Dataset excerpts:
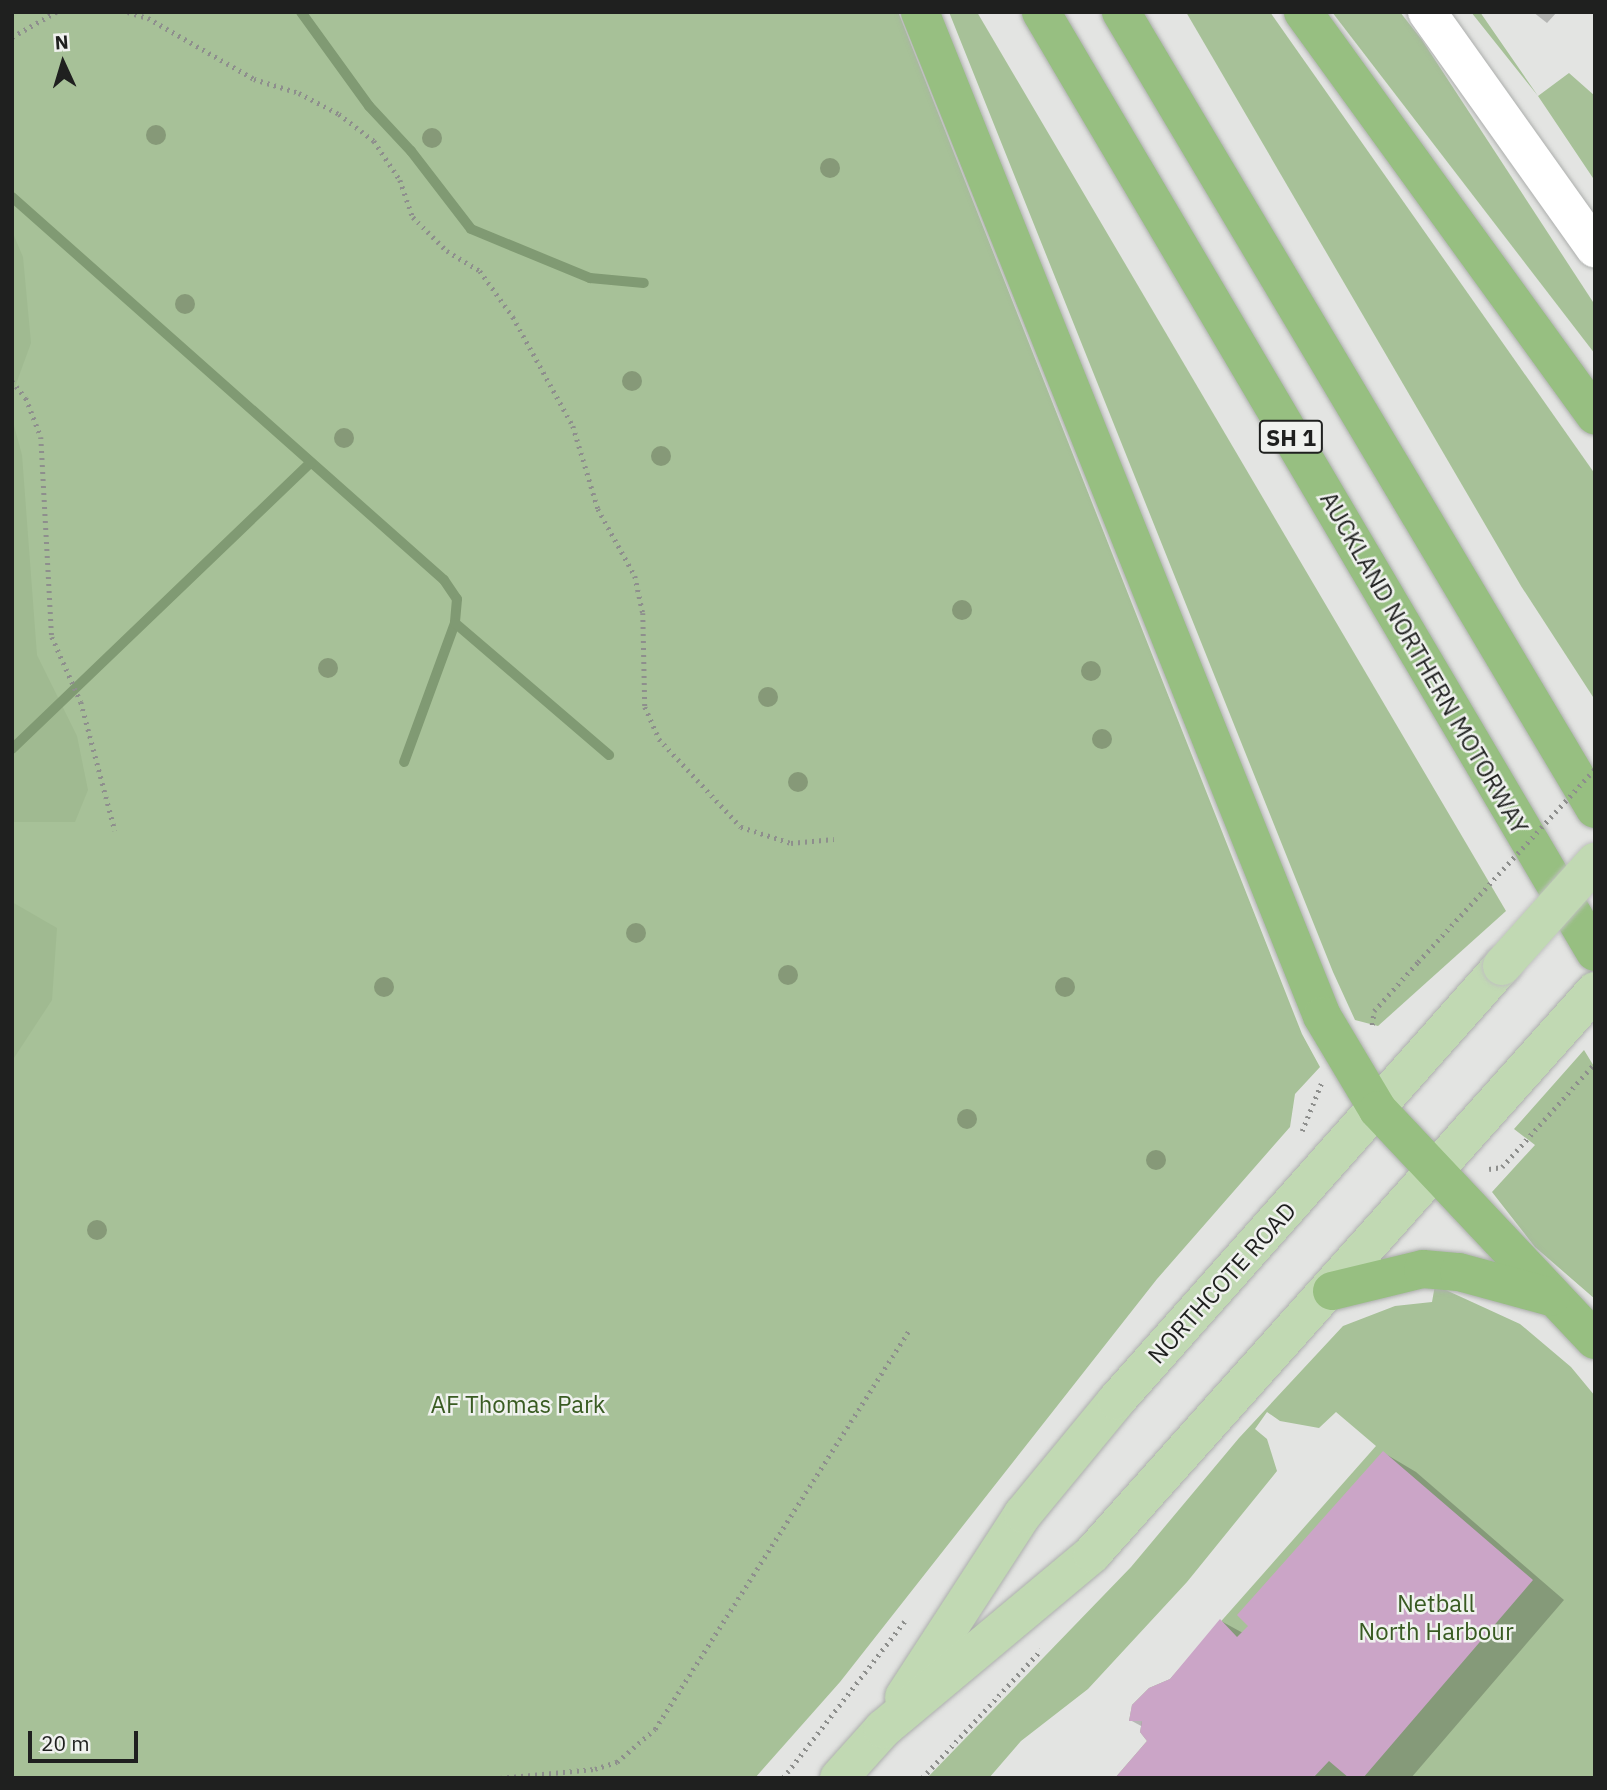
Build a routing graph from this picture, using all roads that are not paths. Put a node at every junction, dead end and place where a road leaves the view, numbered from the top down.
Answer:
1 (920, 12) edge
2 (1041, 12) edge
3 (1121, 12) edge
4 (1303, 12) edge
5 (1427, 12) edge
6 (1595, 248) edge
7 (1595, 416) edge
8 (1595, 809) edge
9 (1595, 862) edge
10 (1595, 952) edge
11 (1595, 991) edge
12 (1378, 1110) junction
13 (1435, 1170) junction
14 (1332, 1291) junction
15 (1553, 1297) junction
16 (1595, 1340) edge
17 (883, 1729) junction
18 (839, 1778) edge

1 - 12 highway
2 - 10 highway, AUCKLAND NORTHERN MOTORWAY / SH 1
3 - 8 highway, SH 1
4 - 7 highway
5 - 6 lane
9 - 12 main road, NORTHCOTE ROAD, bridge
11 - 13 main road, NORTHCOTE ROAD
12 - 13 highway
12 - 17 main road, NORTHCOTE ROAD
13 - 14 main road, NORTHCOTE ROAD
13 - 15 highway
14 - 15 highway
14 - 17 main road, NORTHCOTE ROAD
15 - 16 highway
17 - 18 main road, NORTHCOTE ROAD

• [YOUR ASSIGNMENT]
Transcribe all the lines above exactly, apart from the pictures.

• [ANSWER SECTION]
Build a routing graph from this picture, using all roads that are not paths. Put a node at every junction, dead end and place where a road leaves the view, numbered from the top down.
Answer:
1 (920, 12) edge
2 (1041, 12) edge
3 (1121, 12) edge
4 (1303, 12) edge
5 (1427, 12) edge
6 (1595, 248) edge
7 (1595, 416) edge
8 (1595, 809) edge
9 (1595, 862) edge
10 (1595, 952) edge
11 (1595, 991) edge
12 (1378, 1110) junction
13 (1435, 1170) junction
14 (1332, 1291) junction
15 (1553, 1297) junction
16 (1595, 1340) edge
17 (883, 1729) junction
18 (839, 1778) edge

1 - 12 highway
2 - 10 highway, AUCKLAND NORTHERN MOTORWAY / SH 1
3 - 8 highway, SH 1
4 - 7 highway
5 - 6 lane
9 - 12 main road, NORTHCOTE ROAD, bridge
11 - 13 main road, NORTHCOTE ROAD
12 - 13 highway
12 - 17 main road, NORTHCOTE ROAD
13 - 14 main road, NORTHCOTE ROAD
13 - 15 highway
14 - 15 highway
14 - 17 main road, NORTHCOTE ROAD
15 - 16 highway
17 - 18 main road, NORTHCOTE ROAD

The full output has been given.